7. verse 381: what is gm?

RESPONSES: A typo error that has now been corrected to “g”.

 

8. verse 422-425 the references should be introduced

RESPONSES:

• Former verse 422-425 was an introductory statement for Section 5. Cadmium and Diabetes: Experimental Studies. I made no references to those numerous studies employing obese/obese mice or rats fed with high-fat diet to study Cd effects. I considered they are not useful to the subject matter of this review (diabetogenic effects of Cd).  
• For further clarification, I have made references to other suspected diabetogenic substances that have been increasingly studies, as quoted below.
• Furthermore, many studies examined other suspected diabetogenic substances such as polyfluoroalkyl substances [161.162] and polychlorinated biphenyls [163]. Because these chemicals are ubiquitous in the environment, co-exposure of Cd is a likely scenario.
• To reflect that diabetes in lean persons is an understudied area, I have added, a study from Uganda that reported 3 in 4 adults with diabetes were lean.

 

[161] Roth, K.; Petriello, M.C. Exposure to per- and polyfluoroalkyl substances (PFAS) and type 2 diabetes risk. Front. Endocrinol (Lausanne) 2022, 13, 965384.

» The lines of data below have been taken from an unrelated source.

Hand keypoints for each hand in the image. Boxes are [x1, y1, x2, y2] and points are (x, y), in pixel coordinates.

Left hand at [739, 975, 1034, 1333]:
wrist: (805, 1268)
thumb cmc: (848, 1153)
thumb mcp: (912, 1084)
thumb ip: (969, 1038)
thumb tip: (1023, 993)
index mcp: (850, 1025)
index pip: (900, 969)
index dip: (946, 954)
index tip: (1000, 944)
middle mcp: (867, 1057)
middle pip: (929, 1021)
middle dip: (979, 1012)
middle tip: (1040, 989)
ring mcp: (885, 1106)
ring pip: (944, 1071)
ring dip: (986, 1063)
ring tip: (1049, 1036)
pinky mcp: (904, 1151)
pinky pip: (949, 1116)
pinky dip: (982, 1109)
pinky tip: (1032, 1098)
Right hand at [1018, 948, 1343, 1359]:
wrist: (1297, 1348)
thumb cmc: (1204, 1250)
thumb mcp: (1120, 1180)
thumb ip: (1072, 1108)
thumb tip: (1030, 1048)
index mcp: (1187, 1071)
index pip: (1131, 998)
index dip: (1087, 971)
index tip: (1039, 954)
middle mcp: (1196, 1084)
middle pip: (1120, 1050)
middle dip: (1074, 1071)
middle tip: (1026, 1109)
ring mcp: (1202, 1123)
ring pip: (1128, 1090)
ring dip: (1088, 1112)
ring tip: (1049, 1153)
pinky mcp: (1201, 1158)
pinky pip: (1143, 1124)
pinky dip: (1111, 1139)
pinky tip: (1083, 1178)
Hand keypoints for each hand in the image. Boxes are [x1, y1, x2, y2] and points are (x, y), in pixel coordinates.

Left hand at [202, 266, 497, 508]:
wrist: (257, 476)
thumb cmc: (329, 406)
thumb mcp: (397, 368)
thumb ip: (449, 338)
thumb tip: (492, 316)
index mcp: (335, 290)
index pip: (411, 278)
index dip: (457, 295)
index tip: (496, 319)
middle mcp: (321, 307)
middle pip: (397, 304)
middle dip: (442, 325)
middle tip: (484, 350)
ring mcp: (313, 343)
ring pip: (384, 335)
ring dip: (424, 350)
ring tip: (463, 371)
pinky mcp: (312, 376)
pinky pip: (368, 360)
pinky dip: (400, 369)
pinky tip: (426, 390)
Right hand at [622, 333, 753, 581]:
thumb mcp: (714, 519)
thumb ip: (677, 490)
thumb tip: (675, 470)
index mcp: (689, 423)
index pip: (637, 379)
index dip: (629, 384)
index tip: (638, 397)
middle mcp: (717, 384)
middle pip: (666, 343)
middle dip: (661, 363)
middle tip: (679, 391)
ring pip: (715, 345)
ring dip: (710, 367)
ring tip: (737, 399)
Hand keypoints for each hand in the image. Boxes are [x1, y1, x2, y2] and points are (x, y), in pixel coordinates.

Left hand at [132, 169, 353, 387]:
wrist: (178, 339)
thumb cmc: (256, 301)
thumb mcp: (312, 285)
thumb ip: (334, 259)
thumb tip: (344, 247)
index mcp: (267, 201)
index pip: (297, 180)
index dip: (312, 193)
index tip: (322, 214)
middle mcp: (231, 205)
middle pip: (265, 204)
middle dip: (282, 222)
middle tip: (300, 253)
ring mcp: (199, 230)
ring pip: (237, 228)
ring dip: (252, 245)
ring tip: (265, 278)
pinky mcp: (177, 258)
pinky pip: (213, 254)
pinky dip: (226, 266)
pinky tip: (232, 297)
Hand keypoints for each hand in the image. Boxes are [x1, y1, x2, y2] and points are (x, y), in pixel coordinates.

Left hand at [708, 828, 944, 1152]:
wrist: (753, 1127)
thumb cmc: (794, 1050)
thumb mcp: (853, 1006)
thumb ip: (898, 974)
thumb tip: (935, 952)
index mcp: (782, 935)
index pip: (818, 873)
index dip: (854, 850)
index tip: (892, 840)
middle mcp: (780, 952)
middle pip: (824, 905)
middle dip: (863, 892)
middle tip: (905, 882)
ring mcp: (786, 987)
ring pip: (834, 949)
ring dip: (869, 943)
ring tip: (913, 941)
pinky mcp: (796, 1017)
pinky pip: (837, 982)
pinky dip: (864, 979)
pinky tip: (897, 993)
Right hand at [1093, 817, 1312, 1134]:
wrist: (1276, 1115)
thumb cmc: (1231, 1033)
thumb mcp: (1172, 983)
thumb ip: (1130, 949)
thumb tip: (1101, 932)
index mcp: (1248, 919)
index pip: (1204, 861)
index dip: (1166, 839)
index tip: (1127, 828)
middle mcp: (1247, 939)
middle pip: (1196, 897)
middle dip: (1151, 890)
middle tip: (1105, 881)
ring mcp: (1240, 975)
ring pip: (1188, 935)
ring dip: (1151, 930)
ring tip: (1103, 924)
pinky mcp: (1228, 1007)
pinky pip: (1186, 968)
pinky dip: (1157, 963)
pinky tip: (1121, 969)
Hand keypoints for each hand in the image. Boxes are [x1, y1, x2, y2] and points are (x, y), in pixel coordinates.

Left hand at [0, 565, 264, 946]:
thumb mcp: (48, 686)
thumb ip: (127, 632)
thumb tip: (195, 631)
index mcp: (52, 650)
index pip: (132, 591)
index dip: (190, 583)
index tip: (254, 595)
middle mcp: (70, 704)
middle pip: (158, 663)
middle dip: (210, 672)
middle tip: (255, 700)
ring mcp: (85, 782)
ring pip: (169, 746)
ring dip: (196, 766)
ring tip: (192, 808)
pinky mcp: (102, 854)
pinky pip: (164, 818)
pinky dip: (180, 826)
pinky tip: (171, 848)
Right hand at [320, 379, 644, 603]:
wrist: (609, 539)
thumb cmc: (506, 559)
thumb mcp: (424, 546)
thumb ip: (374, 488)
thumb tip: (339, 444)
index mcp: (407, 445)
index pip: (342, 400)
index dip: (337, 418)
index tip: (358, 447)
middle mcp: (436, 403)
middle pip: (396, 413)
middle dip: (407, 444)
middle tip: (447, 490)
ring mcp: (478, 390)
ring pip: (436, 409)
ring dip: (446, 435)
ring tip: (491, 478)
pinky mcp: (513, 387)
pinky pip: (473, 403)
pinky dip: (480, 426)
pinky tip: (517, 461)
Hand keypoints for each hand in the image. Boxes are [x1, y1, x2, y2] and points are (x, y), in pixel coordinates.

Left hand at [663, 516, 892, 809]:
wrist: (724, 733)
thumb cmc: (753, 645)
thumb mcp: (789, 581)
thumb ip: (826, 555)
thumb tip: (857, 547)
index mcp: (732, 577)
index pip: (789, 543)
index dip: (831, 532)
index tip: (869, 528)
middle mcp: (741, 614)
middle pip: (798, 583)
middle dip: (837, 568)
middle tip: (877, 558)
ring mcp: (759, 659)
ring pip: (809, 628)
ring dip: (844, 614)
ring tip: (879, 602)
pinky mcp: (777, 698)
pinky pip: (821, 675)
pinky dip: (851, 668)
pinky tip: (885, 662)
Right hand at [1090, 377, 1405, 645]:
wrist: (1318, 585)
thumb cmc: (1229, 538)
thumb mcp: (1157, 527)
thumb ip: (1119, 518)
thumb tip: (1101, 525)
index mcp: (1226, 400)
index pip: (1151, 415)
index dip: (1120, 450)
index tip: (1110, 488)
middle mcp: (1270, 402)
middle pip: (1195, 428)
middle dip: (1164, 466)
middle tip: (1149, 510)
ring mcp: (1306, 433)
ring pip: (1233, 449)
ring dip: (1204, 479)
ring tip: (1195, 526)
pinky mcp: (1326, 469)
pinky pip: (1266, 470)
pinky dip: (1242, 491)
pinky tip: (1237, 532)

[162] Gui, S.Y.; Qiao, J.C.; Xu, K.X.; Li, Z.L.; Chen, Y.N.; Wu. K.J.; Jiang. Z.X.; Hu. C.Y. Association between per- and polyfluoroalkyl substances exposure and risk of diabetes: a systematic review and meta-analysis. J. Expo. Sci. Environ. Epidemiol. 2023, 33, 40-55.

[163] Jacquet, A.; Ounnas, F.; Lénon, M.; Arnaud, J.; Demeilliers, C.; Moulis, J.M. Chronic exposure to low-level cadmium in diabetes: Role of oxidative stress and comparison with polychlorinated biphenyls.

Curr. Drug Targets 2016, 17, 1385-1413.

 

9. The quality of Figure 4 should be improved

RESPONSES: This Figure 4 has been deleted.

 

10. Conclusions section should be shorted and the main statements should be better pointed.

 

RESPONSES: 

• Conclusion has been shortened to retain key elements.

 

11. In my opinion before author analyze the relationship between Cd and HO-1 or HO-2, the characteristic of heme oxygenase enzymes should be presented

 

RESPONSES:

• An entire Section 6 has been reorganized and short introductory statements are provided. HO-1 and HO-2 are now better explained.

 

 

Author Response File: Author Response.docx

Round 2

Reviewer 1 Report

Comments and Suggestions for Authors

The authors have well addressed my concerns even though the author disagreed with my comments. The revised review after taking all comments from different reviewers reads well now. I have no further concern.

Author Response

Thank you for approving a revised version of a manuscript.

Reviewer 3 Report

Comments and Suggestions for Authors

In current version I accept the manuscript

Author Response

I am grateful to your approval of a revised manuscript.